President Donald Trump’s proposed border wall along the United States-Mexico border may become an even larger project than previously expected, and if the wall is built, some materials companies could stand to benefit.

The Trump administration is reportedly asking Congress for nearly $18 billion to fund the border wall expansion. The request also calls for the construction of more than 700 miles of new and replacement barriers along the border, according to the Wall Street Journal, citing a document prepared by the Department of Homeland Security.

If granted, the request would bring the total miles of the barrier to nearly 1,000, significantly surpassing the 654 miles of barrier now. Overall, the administration is seeking “about $33 billion in desired new border-security spending, including funding for technology, personnel, and roads,” the Journal reported.

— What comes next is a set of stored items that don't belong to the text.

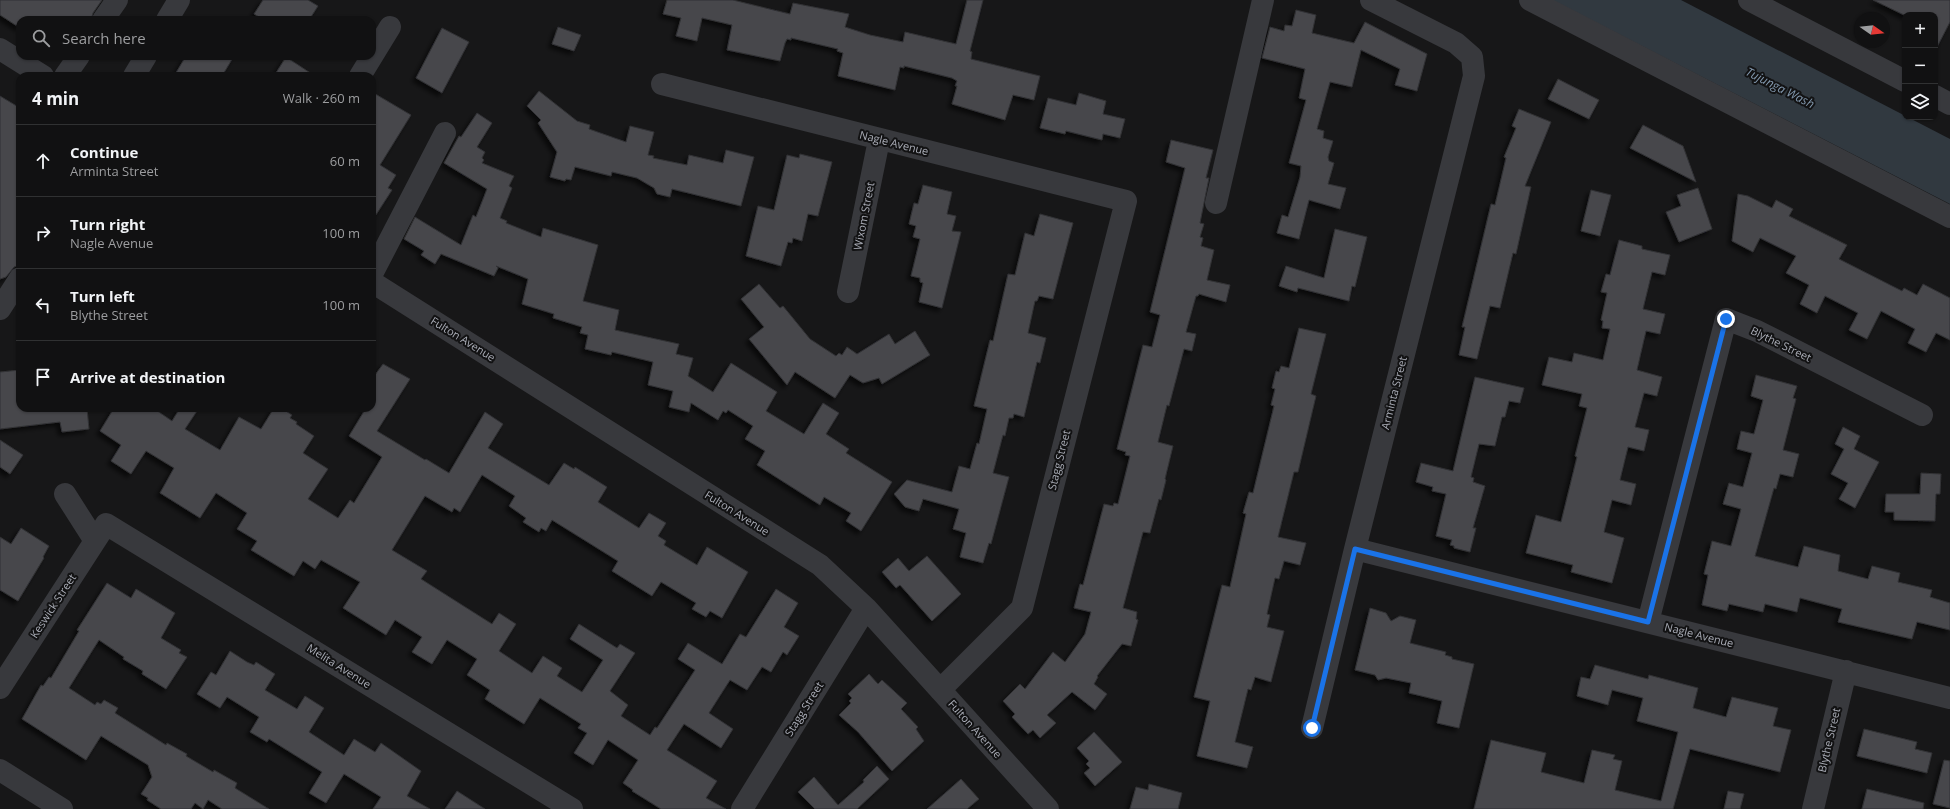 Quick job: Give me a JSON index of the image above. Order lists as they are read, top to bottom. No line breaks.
{"streets":{"street":["Nagle Avenue","Wixom Street","Fulton Avenue","Blythe Street","Arminta Street","Stagg Street","Keswick Street","Melita Avenue"]},"crossings":[["Nagle Avenue","Wixom Street"],["Nagle Avenue","Blythe Street"],["Nagle Avenue","Arminta Street"],["Nagle Avenue","Stagg Street"],["Fulton Avenue","Stagg Street"],["Keswick Street","Melita Avenue"]],"water":["Tujunga Wash"],"north":"right","page":{"map_buttons":["+","−"],"search":"Search here","heading":["4 min","Walk · 260 m"],"list":[["Continue","Arminta Street","60 m"],["Turn right","Nagle Avenue","100 m"],["Turn left","Blythe Street","100 m"],"Arrive at destination"]}} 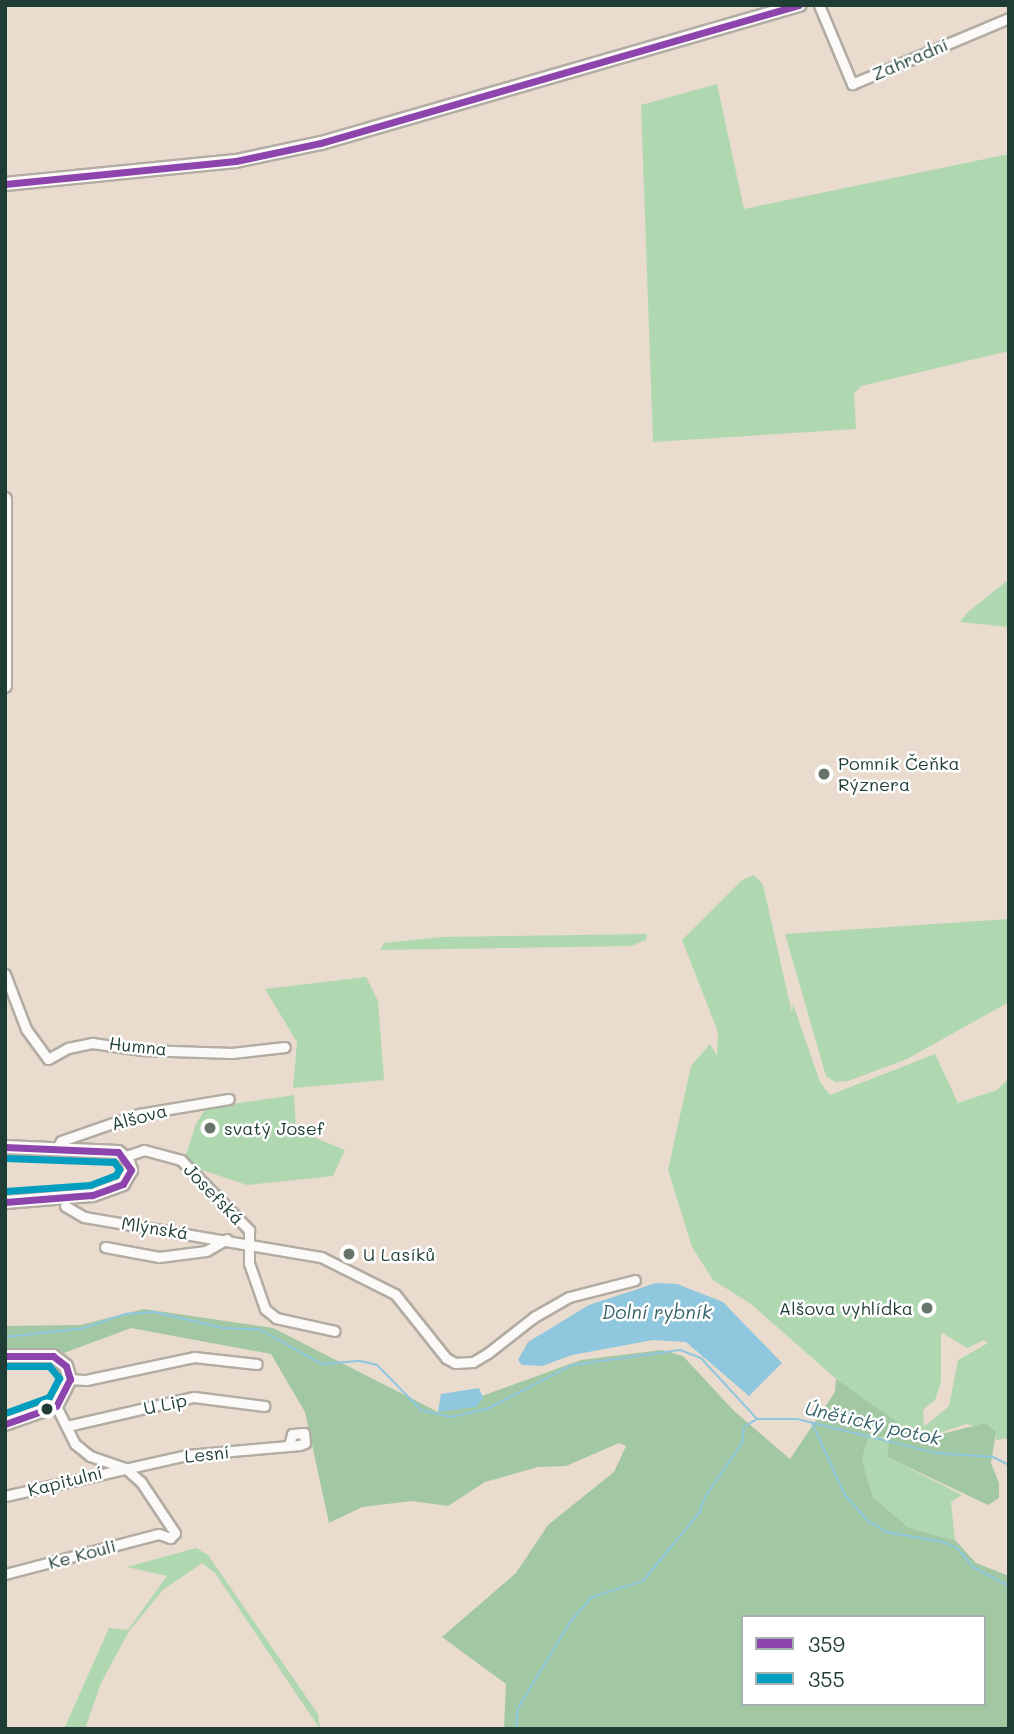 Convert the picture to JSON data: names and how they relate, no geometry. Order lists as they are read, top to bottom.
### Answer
{
  "streets": {
    "street": [
      "Zahradní",
      "Humna",
      "Alšova",
      "Josefská",
      "Mlýnská",
      "U Lip",
      "Lesní",
      "Kapitulní",
      "Ke Kouli"
    ]
  },
  "crossings": [
    ["Josefská", "Mlýnská"],
    ["Lesní", "Kapitulní"],
    ["Lesní", "Ke Kouli"],
    ["Kapitulní", "Ke Kouli"]
  ],
  "water": ["Dolní rybník", "Únětický potok"],
  "places": [
    "Pomník Čeňka Rýznera",
    "svatý Josef",
    "U Lasíků",
    "Alšova vyhlídka"
  ],
  "lines": ["transit line 359", "transit line 355"],
  "legend": ["359", "355"]
}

President Trump made a campaign promise to build a “big, beautiful” wall to help prevent illegal immigration. He also promised that Mexico would pay for it — Mexico has repeatedly refused to fund it. The president is now attempting to tie border wall funding to a deal to fix DACA, or Deferred Action for Childhood Arrivals program, which shields adults who were brought to the country illegally as children from deportation.

The Democrats have been told, and fully understand, that there can be no DACA without the desperately needed WALL at the Southern Border and an END to the horrible Chain Migration & ridiculous Lottery System of Immigration etc. We must protect our Country at all cost!

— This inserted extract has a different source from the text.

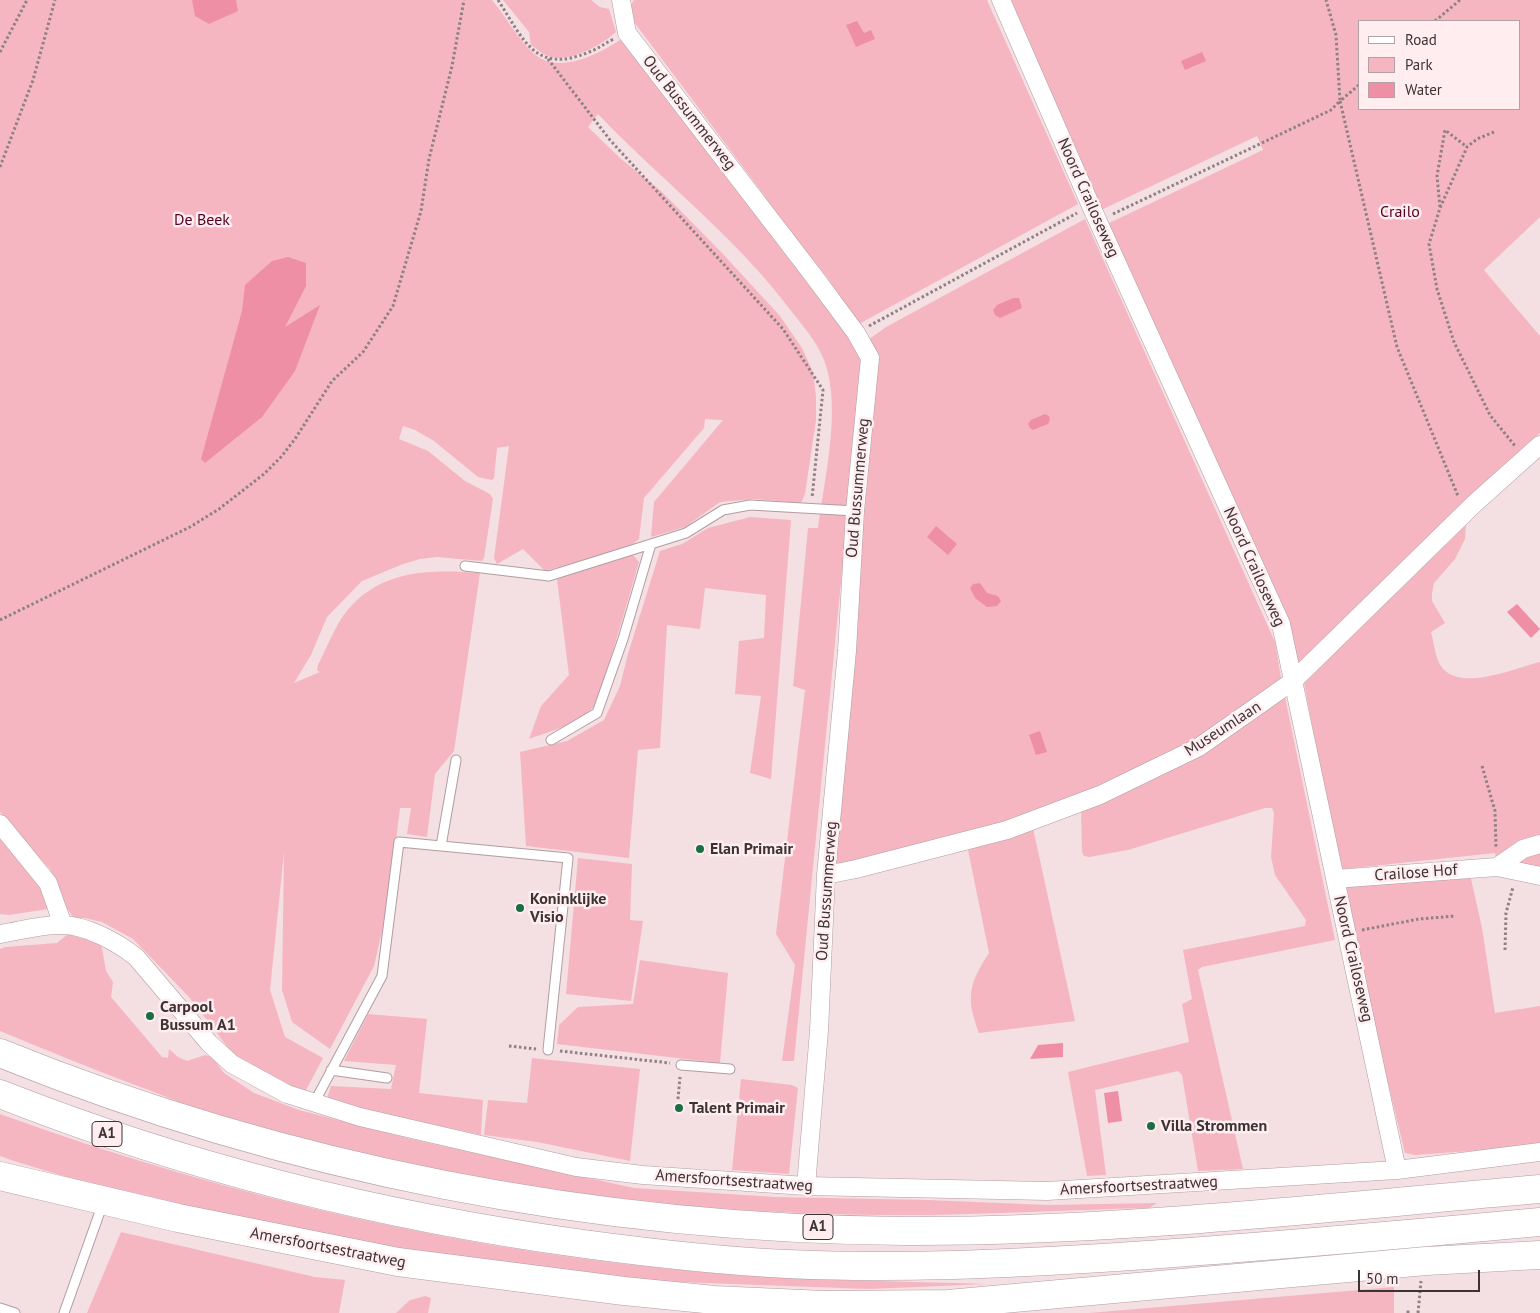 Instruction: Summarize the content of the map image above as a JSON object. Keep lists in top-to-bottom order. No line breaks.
{"streets":{"main road":["A1","Amersfoortsestraatweg"],"street":["Oud Bussummerweg","Noord Crailoseweg","Museumlaan","Crailose Hof"]},"crossings":[["Oud Bussummerweg","Museumlaan"],["Oud Bussummerweg","Amersfoortsestraatweg"],["Noord Crailoseweg","Museumlaan"],["Noord Crailoseweg","Crailose Hof"],["Noord Crailoseweg","Amersfoortsestraatweg"]],"parks":["Crailo","De Beek"],"places":["Elan Primair","Koninklijke Visio","Carpool Bussum A1","Talent Primair","Villa Strommen"],"legend":["Road","Park","Water"],"scale_bar":"50 m"}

— Donald J. Trump (@realDonaldTrump) December 29, 2017

Still, the administration moved forward in April, selecting four companies to build concrete prototypes. Trump has said that the wall would be made of hardened concrete, rebar, and steel.

While, the prototype builders, Texas Sterling Construction Co., Caddell Construction, Fisher Sand & Gravel/DBA Fisher Industries and W.G. Yates & Sons Construction, are all private companies, investors could look toward some of the public companies that could provide the materials, such as Martin Marietta Materials Inc. MLM, Vulcan Materials Co. (VMC) or Eagle Materials Inc. EXP. U.S. Concrete Inc. (USCR) could also be in the mix given that CEO William Sandbrook told TheStreet in November 2016 that the company is well positioned to bid on any border wall opportunities.

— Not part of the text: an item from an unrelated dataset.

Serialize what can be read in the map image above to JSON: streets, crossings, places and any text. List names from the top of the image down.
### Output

Meanwhile, U.S. Steel Corp. X, Nucor Corp. (NUE) and Steel Dynamics Inc. (STLD) could provide steel for the wall.

But a dark horse could enter the mix if Trump can re-open negotiations with Mexico– and that’s a big if. Mexican cement producer Cemex (CX) could be the supplier of choice for concrete.

“Cemex is the perfect example of the kind of company that gets hurt if Trump wins the White House, except for one thing — the wall,” Cramer said on CNBC on Nov.7, 2016, a day before the election. “If Trump actually builds the border wall, and gets Mexico to pay for it, who do you think they will use to supply all that concrete — Cemex.”

To be sure, Congressional support is tepid. According to a September 2017 USA Today survey, less than 25% of Republicans in Congress endorse border wall funding.